I was horrified to hear of this hate graffiti at The Pyramid restaurant–a place I often eat at. Here are the details–which raise their own questions about responsibility and hate crimes–
In looking at how to respond, I realized I had written a piece at The Pyramid over a year ago. By strange synergy, it is about tolerance (including my own lack of). It is part of a book I’m working on, 100 Cups of Coffee, and is actually Cup #2!
December 9, 2015
4th Day of Hannukah
The Pyramid, Santa Fe
One thing leads into another—irritation at how long it takes to simply file a prescription, the cashier having no idea if the store has Hannukah candles (It does. Although the clerk describes them as “tiny” they are the usual style and not that of imagined birthday cake ones).

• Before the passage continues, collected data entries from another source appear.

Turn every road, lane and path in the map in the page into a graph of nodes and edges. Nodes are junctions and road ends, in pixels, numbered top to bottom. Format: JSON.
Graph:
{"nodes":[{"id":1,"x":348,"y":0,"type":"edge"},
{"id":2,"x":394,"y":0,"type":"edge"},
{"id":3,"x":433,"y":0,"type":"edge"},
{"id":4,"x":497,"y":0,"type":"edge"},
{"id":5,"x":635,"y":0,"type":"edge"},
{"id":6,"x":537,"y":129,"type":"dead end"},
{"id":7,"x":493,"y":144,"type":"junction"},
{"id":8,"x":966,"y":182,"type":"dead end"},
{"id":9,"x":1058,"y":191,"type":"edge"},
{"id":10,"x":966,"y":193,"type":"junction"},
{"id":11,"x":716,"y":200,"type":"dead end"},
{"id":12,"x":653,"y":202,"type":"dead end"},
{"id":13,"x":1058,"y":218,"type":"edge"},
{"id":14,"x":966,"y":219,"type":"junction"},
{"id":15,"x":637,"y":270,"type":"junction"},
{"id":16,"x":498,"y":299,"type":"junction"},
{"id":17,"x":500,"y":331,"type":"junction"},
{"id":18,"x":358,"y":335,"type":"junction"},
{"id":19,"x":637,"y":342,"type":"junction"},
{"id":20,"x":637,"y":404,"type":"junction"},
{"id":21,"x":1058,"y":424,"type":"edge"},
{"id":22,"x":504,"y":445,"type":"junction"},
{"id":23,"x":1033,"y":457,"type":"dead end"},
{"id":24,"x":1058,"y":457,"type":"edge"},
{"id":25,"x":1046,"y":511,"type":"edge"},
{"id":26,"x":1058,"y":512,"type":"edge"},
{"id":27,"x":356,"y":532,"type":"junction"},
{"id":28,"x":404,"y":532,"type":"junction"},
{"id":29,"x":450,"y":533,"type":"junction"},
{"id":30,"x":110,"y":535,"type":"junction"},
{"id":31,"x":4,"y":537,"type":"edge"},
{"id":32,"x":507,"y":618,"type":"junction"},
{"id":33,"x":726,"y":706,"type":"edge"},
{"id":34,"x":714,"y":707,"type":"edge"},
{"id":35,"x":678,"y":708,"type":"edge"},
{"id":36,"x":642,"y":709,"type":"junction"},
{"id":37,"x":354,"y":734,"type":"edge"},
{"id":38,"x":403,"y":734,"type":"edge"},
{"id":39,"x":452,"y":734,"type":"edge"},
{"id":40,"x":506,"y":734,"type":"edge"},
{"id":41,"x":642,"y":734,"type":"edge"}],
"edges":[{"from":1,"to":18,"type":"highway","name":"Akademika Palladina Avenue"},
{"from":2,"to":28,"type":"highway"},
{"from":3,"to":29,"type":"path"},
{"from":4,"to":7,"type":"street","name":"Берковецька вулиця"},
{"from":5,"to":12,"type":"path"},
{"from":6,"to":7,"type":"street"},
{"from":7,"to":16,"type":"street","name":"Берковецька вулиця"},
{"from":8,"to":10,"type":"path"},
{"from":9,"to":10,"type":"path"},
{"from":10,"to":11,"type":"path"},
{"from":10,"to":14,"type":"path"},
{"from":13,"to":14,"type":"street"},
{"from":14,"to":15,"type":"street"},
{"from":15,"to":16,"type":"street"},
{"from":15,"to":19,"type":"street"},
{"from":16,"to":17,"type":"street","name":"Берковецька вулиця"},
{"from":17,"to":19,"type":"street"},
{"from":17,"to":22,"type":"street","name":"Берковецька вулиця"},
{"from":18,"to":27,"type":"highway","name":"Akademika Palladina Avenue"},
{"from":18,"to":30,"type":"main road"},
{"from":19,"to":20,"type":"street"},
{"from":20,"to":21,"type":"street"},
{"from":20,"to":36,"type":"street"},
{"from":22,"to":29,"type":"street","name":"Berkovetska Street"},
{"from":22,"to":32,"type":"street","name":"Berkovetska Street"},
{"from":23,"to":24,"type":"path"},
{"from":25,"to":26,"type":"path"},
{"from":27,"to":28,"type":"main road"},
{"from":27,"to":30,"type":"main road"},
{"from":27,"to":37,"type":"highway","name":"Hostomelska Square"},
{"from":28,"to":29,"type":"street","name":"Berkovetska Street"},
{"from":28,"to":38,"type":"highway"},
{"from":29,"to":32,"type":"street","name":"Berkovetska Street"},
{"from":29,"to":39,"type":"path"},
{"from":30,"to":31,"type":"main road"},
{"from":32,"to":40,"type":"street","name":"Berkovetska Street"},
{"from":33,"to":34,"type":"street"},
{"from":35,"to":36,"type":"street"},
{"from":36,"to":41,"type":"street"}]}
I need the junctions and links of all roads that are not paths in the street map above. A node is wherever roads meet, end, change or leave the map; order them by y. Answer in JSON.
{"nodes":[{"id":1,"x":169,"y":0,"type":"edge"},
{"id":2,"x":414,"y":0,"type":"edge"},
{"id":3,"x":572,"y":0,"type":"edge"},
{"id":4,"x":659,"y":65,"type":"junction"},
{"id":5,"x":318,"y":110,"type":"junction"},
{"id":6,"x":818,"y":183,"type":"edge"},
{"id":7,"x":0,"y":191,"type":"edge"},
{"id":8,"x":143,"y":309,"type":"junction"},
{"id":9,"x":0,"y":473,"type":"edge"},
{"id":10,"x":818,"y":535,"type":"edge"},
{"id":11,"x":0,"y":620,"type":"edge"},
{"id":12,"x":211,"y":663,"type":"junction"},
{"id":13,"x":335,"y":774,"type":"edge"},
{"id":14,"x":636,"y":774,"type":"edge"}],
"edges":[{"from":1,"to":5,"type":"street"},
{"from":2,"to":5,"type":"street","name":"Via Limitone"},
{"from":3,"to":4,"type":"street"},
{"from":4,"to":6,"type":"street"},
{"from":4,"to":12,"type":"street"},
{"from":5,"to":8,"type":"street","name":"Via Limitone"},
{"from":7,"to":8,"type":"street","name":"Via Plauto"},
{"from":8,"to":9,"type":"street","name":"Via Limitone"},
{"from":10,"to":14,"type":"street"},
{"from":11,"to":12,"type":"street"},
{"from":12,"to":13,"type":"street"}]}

A woman in the parking lot comes up behind me—oh, I thought you were my friend. And all I can think is: I don’t want to be your friend. And after a too long pause, I say, with English teacher precision, “I hope you find him or her.”
When I was alone this morning I did not mind the human race, and thought sympathetically about my friend who was hoping to go to Lesbos to work with refugees, and how I might support this.
Now I am at the Pyramid, the north African/Mediterranean place by the pharmacy. And look! How fantastic, everything has appeared at once—falafel, soup, dolmas and…
one small white cup
I was in Israel in the winter of 1974, and although that cannot be described as an idyllic period, people tell me that the Jerusalem I visited has vanished—where a rabbi from Milton, Massachusetts would naturally visit with old acquaintances in east Jerusalem and sit for an hour over tea before buying brass or an antiquity or a rug. Where American college girls could go sleeveless in Mea Sharim and received no more than a glare. They might have called us “whore” in Hebrew (and my fluent friend would have retorted: It’s forbidden to you to look!) but no one would have thrown a stone. Where I could just take off my shoes and enter the Dome of the Rock, or any mosque for that matter, even though I was a non-Muslim woman.
It was a heaven of falafel, the darkness of solstice illuminated by strings of lights hanging over falafel stands and tiny outdoor cafes kept going with space heaters.
Yes, there were soldiers everywhere. And women were corralled at the Wall, but my friend and I could shop in the souk and buy embroidered blouses and earrings dangling with the hand of Fatima. We watched a Bedouin woman choose a dress to buy just by using the expression of her eyes above her veil to communicate with her husband.
I’m down to the grounds of the coffee, and back out to my errands.